Records from a data source
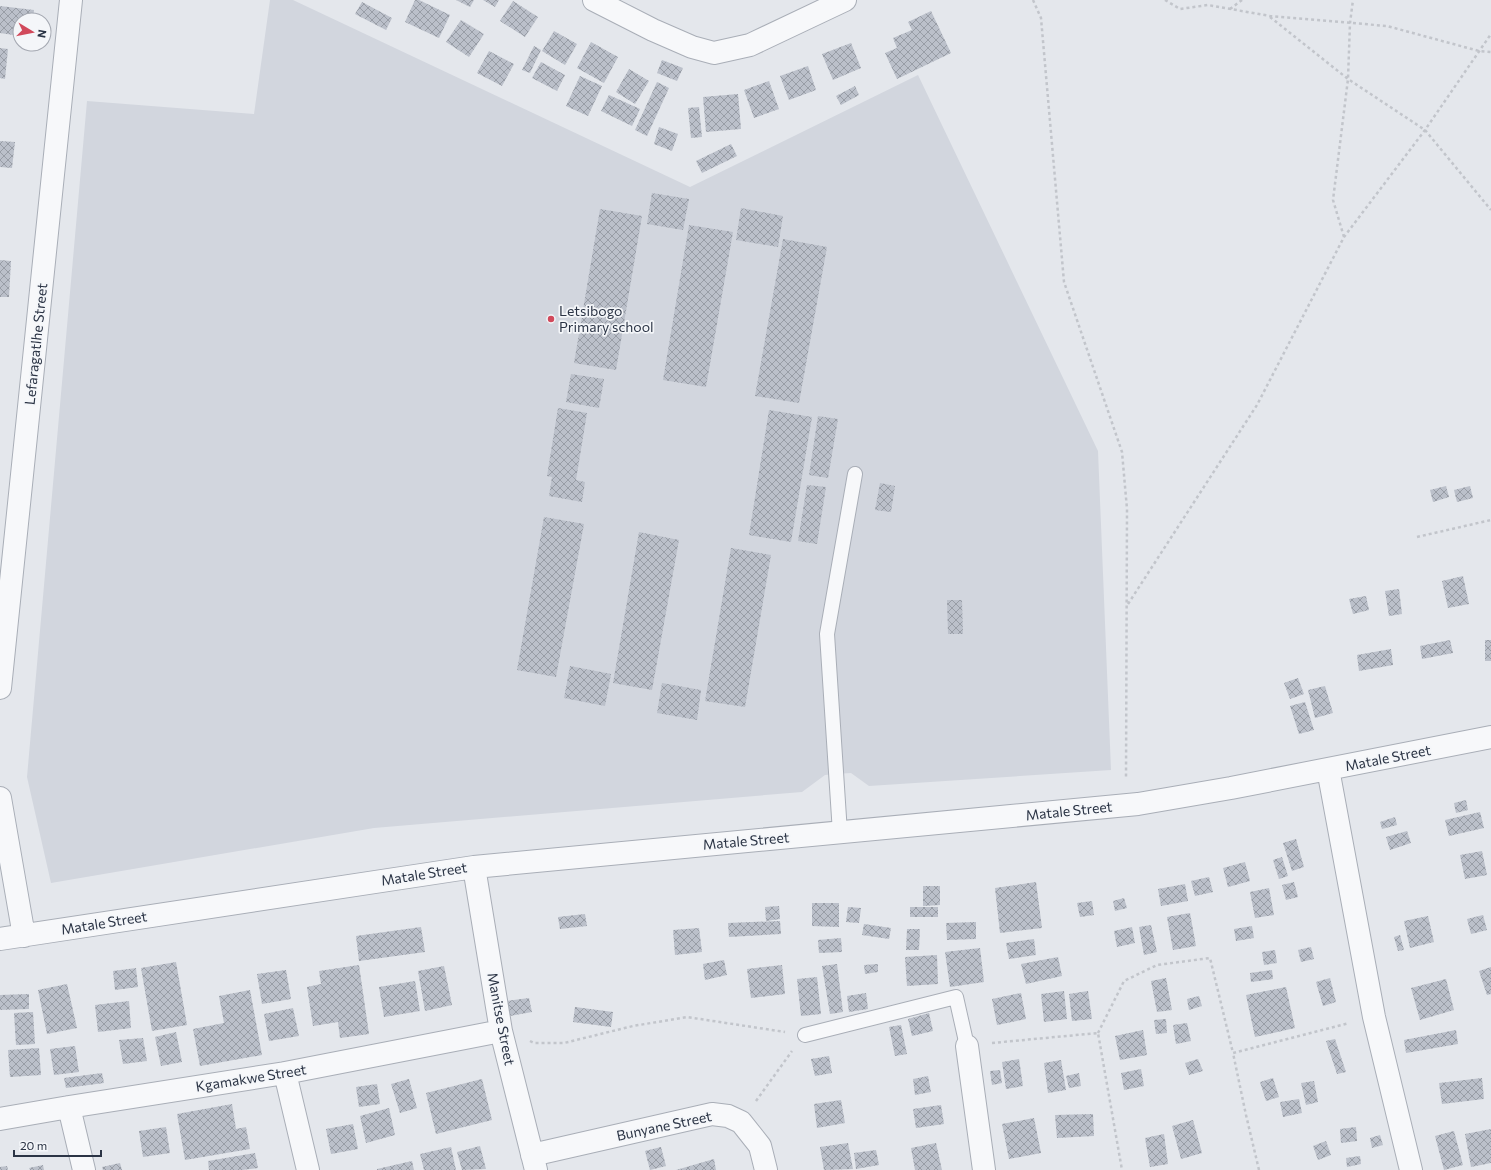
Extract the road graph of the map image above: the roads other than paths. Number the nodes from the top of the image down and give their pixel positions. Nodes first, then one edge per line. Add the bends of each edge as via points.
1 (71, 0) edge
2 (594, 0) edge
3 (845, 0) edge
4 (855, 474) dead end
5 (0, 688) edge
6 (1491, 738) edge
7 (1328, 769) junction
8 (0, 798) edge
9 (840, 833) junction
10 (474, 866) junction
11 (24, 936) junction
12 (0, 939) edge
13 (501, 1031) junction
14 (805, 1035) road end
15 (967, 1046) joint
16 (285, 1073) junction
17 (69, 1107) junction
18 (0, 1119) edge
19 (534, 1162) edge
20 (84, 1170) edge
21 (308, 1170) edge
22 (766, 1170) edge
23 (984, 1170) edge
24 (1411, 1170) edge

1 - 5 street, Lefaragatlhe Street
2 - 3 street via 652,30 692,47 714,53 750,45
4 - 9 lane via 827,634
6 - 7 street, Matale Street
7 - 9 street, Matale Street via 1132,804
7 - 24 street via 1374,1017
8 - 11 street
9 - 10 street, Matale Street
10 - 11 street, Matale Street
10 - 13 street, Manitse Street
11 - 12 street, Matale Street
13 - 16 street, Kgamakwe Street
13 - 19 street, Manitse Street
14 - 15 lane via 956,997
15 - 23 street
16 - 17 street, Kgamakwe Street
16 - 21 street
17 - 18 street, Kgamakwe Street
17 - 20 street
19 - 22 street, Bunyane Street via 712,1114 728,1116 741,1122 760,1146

THE PROBLEM: Return all the data exactly, pictures omitted.

TASK RESPONSE:
Extract the road graph of the map image above: the roads other than paths. Number the nodes from the top of the image down and give their pixel positions. Nodes first, then one edge per line. Add the bends of each edge as via points.
1 (71, 0) edge
2 (594, 0) edge
3 (845, 0) edge
4 (855, 474) dead end
5 (0, 688) edge
6 (1491, 738) edge
7 (1328, 769) junction
8 (0, 798) edge
9 (840, 833) junction
10 (474, 866) junction
11 (24, 936) junction
12 (0, 939) edge
13 (501, 1031) junction
14 (805, 1035) road end
15 (967, 1046) joint
16 (285, 1073) junction
17 (69, 1107) junction
18 (0, 1119) edge
19 (534, 1162) edge
20 (84, 1170) edge
21 (308, 1170) edge
22 (766, 1170) edge
23 (984, 1170) edge
24 (1411, 1170) edge

1 - 5 street, Lefaragatlhe Street
2 - 3 street via 652,30 692,47 714,53 750,45
4 - 9 lane via 827,634
6 - 7 street, Matale Street
7 - 9 street, Matale Street via 1132,804
7 - 24 street via 1374,1017
8 - 11 street
9 - 10 street, Matale Street
10 - 11 street, Matale Street
10 - 13 street, Manitse Street
11 - 12 street, Matale Street
13 - 16 street, Kgamakwe Street
13 - 19 street, Manitse Street
14 - 15 lane via 956,997
15 - 23 street
16 - 17 street, Kgamakwe Street
16 - 21 street
17 - 18 street, Kgamakwe Street
17 - 20 street
19 - 22 street, Bunyane Street via 712,1114 728,1116 741,1122 760,1146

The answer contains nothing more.